Task item
Only one number is wanted here: how many lines of the data hold "Answer".

======== Extracted entries ========

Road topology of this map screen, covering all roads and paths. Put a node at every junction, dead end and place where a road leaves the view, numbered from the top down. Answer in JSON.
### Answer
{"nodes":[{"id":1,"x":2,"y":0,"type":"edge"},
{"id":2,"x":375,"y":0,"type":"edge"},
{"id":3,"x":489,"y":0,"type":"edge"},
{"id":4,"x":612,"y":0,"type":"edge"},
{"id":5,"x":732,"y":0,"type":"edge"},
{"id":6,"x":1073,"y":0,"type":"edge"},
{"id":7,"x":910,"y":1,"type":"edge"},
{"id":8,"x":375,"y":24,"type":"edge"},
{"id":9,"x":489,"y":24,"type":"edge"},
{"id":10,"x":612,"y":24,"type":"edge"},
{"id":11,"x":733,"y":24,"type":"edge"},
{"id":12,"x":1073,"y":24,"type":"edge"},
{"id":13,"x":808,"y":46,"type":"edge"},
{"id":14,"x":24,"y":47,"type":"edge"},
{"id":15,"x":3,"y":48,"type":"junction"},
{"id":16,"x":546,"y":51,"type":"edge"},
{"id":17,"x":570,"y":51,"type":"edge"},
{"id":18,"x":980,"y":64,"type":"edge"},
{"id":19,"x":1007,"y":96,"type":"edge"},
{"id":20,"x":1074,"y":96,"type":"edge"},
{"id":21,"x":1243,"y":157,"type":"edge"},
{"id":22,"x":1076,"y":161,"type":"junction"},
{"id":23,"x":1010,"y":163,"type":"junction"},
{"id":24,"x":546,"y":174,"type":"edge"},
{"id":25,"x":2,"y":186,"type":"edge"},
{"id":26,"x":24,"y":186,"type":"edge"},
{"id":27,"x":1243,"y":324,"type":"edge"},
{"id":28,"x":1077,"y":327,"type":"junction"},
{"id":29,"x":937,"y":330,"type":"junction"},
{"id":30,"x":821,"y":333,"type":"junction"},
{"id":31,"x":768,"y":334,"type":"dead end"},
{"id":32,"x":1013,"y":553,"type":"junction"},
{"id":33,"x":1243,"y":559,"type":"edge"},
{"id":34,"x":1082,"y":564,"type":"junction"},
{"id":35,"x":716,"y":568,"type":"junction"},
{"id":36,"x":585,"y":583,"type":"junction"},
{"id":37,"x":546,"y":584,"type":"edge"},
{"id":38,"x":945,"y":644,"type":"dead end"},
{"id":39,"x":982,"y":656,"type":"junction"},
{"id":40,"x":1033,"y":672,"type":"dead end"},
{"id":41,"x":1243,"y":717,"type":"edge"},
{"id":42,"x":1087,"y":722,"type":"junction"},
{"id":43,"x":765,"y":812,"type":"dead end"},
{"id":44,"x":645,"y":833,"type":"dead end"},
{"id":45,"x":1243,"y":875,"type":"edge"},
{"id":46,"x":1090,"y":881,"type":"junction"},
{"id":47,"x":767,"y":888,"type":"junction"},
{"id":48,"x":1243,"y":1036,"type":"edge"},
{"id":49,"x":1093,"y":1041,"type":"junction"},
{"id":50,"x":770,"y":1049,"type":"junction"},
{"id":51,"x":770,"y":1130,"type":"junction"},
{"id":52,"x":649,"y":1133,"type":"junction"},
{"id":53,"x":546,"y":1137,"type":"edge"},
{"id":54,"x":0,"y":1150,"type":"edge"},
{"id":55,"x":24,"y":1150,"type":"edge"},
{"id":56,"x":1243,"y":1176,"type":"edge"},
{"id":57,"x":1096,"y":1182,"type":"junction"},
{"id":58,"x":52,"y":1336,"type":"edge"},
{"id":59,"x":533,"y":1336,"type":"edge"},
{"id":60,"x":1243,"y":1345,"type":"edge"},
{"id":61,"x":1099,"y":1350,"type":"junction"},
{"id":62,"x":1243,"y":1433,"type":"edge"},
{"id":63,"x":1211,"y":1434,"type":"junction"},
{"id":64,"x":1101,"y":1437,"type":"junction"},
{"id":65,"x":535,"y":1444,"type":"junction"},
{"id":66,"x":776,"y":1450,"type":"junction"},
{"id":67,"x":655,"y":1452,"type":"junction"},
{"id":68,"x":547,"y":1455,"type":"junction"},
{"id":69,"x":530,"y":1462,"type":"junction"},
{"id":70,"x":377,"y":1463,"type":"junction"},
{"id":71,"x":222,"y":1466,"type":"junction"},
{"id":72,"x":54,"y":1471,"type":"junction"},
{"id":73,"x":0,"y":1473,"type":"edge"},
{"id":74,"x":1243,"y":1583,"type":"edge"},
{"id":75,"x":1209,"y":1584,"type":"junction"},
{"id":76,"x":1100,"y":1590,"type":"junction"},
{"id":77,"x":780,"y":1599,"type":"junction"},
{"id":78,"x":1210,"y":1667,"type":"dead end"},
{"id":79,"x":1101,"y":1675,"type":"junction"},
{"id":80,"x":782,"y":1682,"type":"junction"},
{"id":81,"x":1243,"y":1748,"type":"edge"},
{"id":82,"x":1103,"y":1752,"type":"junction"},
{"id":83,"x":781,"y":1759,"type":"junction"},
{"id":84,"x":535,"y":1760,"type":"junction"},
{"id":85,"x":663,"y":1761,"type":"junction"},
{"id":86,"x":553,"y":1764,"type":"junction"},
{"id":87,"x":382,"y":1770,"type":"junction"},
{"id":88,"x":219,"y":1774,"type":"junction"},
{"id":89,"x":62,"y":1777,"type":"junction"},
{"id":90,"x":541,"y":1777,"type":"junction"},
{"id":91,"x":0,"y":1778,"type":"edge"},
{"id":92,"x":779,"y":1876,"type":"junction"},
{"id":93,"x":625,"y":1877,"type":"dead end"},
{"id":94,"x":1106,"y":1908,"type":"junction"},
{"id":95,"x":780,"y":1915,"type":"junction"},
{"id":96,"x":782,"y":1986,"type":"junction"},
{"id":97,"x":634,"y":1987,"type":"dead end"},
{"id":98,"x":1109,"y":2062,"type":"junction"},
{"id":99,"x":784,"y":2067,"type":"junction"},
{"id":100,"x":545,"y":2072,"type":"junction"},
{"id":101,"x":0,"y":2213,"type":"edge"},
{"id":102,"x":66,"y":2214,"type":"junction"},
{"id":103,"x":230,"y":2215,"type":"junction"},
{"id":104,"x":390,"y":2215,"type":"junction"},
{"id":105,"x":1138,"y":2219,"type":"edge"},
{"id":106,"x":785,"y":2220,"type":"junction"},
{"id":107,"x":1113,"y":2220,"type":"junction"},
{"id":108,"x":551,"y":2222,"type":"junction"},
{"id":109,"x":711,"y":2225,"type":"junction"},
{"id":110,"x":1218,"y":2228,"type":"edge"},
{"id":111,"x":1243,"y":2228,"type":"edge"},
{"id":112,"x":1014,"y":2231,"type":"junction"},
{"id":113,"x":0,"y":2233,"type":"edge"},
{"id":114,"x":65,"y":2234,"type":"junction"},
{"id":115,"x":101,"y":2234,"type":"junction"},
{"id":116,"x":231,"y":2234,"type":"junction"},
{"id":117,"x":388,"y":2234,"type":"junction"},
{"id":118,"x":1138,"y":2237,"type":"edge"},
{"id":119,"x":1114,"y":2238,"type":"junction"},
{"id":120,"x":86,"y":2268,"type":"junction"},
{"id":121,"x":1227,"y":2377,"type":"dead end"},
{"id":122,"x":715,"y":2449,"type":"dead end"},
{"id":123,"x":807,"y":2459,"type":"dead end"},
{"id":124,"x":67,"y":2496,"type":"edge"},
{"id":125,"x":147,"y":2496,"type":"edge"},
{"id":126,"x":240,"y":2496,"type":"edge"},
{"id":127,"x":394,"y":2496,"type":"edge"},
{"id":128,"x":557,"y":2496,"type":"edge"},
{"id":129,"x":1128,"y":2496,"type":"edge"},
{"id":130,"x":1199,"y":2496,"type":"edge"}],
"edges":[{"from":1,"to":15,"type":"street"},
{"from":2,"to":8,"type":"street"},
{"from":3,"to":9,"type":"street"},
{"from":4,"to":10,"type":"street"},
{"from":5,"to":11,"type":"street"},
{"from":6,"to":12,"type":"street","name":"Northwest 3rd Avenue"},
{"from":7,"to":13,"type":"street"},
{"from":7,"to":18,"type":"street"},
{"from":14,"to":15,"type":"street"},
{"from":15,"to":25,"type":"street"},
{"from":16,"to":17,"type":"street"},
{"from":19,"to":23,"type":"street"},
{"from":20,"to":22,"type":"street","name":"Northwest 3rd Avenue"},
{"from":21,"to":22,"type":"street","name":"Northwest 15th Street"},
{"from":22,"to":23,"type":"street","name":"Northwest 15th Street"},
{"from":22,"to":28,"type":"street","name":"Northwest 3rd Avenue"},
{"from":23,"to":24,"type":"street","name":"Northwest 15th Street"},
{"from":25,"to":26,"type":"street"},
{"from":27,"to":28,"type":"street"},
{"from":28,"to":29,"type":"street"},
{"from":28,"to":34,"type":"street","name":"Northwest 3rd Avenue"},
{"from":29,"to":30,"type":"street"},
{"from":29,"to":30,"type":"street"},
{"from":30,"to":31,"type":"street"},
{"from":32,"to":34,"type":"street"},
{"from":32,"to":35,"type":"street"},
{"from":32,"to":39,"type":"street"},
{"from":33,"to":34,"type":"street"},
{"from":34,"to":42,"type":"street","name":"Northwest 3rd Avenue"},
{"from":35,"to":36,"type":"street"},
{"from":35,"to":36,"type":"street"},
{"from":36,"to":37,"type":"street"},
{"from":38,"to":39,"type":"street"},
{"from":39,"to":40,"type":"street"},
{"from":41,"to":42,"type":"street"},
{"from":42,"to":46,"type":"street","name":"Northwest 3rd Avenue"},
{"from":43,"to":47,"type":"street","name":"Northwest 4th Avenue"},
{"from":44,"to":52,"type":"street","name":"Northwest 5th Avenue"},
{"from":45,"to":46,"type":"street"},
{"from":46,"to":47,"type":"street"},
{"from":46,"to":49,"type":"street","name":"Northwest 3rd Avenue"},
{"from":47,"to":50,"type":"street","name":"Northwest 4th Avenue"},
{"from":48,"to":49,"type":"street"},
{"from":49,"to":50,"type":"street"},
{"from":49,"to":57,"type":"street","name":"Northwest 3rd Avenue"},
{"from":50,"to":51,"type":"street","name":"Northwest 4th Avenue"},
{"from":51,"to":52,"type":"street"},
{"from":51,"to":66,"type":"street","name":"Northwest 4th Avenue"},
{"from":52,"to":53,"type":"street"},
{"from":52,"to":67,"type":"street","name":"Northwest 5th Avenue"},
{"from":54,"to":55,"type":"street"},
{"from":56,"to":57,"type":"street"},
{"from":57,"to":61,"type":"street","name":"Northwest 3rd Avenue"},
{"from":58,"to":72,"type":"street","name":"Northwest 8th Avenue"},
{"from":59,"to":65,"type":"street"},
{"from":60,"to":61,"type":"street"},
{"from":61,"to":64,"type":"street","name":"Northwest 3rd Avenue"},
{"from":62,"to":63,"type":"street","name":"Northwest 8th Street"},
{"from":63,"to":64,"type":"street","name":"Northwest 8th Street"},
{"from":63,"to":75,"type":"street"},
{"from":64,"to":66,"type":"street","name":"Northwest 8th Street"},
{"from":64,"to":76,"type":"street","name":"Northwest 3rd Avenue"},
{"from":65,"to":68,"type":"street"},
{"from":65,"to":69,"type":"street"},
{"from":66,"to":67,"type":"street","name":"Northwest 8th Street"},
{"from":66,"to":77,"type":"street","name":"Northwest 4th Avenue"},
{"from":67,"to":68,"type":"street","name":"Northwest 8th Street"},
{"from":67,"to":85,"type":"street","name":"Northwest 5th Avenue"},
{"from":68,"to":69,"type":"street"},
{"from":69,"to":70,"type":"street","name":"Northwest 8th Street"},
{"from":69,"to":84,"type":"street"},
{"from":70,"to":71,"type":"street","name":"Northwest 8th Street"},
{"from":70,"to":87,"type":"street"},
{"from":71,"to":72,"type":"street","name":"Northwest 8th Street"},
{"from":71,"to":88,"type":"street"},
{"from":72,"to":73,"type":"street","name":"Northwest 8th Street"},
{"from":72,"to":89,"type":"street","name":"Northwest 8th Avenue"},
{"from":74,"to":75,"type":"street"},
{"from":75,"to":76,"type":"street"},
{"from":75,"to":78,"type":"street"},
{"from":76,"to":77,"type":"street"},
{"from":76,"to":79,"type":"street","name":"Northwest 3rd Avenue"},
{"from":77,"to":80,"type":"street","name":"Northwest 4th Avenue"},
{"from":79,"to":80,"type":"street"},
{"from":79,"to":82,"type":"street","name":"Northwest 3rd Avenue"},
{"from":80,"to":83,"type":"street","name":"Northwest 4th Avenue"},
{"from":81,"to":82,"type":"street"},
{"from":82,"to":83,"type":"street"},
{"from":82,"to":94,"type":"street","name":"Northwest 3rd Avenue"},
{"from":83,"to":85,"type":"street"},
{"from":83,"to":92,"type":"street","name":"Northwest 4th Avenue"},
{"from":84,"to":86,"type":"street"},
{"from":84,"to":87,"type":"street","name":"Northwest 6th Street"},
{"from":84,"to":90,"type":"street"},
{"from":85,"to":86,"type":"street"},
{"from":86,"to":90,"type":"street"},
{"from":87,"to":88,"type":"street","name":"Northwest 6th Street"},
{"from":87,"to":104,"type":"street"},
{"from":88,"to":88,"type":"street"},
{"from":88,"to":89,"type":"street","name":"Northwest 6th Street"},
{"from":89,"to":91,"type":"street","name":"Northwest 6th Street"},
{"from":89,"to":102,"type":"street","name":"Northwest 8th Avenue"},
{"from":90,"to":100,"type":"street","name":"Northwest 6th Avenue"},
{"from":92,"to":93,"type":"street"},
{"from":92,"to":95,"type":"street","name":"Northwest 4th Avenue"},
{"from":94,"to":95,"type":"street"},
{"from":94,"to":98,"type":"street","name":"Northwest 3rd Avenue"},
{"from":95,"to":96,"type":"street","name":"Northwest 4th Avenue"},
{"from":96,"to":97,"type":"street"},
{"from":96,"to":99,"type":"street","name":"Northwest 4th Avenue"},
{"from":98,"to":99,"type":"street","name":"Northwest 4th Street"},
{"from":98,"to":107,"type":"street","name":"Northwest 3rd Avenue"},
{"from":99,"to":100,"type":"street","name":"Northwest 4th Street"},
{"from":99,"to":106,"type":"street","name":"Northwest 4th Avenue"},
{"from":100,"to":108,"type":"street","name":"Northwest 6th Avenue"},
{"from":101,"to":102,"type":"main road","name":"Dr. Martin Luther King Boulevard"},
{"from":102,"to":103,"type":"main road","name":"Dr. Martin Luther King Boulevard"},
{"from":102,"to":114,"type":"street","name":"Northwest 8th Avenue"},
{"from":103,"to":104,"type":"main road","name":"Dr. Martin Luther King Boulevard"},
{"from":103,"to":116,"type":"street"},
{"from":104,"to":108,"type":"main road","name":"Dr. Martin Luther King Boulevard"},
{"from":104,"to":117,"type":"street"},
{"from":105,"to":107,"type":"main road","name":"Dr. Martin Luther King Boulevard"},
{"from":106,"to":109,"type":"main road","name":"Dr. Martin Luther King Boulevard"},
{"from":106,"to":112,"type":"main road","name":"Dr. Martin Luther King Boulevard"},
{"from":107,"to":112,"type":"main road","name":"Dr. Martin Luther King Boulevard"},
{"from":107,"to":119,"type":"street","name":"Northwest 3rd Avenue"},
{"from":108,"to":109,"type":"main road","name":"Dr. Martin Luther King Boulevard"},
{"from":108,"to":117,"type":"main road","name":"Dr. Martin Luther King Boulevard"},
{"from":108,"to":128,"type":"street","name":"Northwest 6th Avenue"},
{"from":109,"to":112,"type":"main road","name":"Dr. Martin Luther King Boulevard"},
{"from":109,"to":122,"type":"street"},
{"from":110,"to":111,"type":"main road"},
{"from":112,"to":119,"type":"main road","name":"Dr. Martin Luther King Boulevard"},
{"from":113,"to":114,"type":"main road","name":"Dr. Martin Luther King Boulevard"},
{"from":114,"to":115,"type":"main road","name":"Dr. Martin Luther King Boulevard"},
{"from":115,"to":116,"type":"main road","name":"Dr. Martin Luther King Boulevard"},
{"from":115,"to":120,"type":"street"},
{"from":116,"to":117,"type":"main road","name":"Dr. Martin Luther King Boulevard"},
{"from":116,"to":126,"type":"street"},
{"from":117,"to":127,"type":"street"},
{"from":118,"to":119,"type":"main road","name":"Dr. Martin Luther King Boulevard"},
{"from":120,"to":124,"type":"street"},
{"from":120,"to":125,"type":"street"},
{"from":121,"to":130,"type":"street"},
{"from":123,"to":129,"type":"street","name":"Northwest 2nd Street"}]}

========

Result for this exercise
2